I have been trying to incorporate in my design work the principles of geometric design that I have been learning from noted swordsmith and researcher, Peter Johnsson. I do not claim to fully understand the use of all of these principles, but I am a firm believer in learning by doing and by making mistakes. Below is a picture of the geometric strategy that I used for this project. It reflects an early attempt at utilizing these principles.
While I firmly believe there is nothing magical or mystical in these principles, I believe that these geometric strategies help to create designs that are pleasing to the human eye. There are shapes and proportions that strike a chord with us. Perhaps this is one reason these principles were used by master of various crafts throughout history.
Since this project, I have made several more designs in which I have used the lessons learned from this project. My hope is to move step-by-step closer to a deeper understanding which in turn will help me to create more pleasing designs for future projects.
Work continues on the Geibig 6, 11th Century Sword. Today, I shaped and glued the grip core in place, and then wrapped it with linen cord as an underwrap. I also test fit the scabbard. Next steps: leather grip cover, scabbard belt, and chape.
Just finished peening the pommel onto the tang of the Geibig 6 11th century sword. In my opinion, setting and peening the pommel is the most stressful moment for me. If it goes badly, countless hours of work are ruined, and you now have an opportunity to redo the work again. When it goes well, you end up with an invisible (or nearly invisible) peen that when shaped, conforms to the geometry of the pommel.

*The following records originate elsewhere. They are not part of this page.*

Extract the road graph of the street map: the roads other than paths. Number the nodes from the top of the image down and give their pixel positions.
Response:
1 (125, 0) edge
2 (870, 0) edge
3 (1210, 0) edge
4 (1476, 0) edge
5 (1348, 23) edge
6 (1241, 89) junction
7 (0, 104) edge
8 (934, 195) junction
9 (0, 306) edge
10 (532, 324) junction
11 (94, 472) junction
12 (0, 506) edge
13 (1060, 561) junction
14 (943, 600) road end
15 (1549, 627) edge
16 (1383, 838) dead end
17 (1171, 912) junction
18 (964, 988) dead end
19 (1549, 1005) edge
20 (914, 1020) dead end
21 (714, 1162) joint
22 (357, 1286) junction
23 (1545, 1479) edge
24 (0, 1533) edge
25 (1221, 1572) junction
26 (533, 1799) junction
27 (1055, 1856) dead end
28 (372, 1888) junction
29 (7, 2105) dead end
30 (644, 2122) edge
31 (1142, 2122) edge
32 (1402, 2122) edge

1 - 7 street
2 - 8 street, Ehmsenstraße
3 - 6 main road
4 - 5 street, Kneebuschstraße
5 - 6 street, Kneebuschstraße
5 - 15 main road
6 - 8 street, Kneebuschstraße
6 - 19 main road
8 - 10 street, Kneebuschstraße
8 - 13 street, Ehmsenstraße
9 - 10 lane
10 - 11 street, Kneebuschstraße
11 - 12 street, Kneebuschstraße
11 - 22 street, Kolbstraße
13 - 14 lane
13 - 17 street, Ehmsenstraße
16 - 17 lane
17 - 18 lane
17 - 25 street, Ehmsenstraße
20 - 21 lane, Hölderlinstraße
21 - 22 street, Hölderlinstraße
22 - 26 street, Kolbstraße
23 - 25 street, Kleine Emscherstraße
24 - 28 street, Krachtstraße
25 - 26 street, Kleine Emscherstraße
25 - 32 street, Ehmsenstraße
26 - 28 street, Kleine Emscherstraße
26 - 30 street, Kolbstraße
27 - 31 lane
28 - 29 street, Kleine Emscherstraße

I haven’t documented many pommels like this one, so I admit I combined details from a number of period pommels that were designed by Peter Johnsson for Albion Swords. Because of my work with Peter in bringing these swords to market, it is inevitable that my custom work will consciously or subconsciously be influenced by these design. It used to bother me. I had this notion that I wanted my art to be grounded in originality, but the truth is that as artists, we are all influenced by something or someone. As the old saying goes, “There is nothing new under the sun.” In the end, I count it a privilege to be influenced by Peter.
I spent a lot of time forging this pommel. It looks deceptively simple. I was surprised by how complicated it really was to forge. It has subtle changes in geometry that can be lost with careless forging. After the pommel is forged, I do the initial grinding on the piece. I, then, like to spend time filing the piece to shape. Filing gives it a handmade, period look. Filing also allows for me to leave a few small forge pits that add character and a period look to the piece. I finished the pommel by hand sanding to 600 grit, then followed with a scotch-brite pad to draw it back to a smooth satin finish.
The photos show how the peen can be blended to look invisible, and also a close-up that shows the boundary of the peen.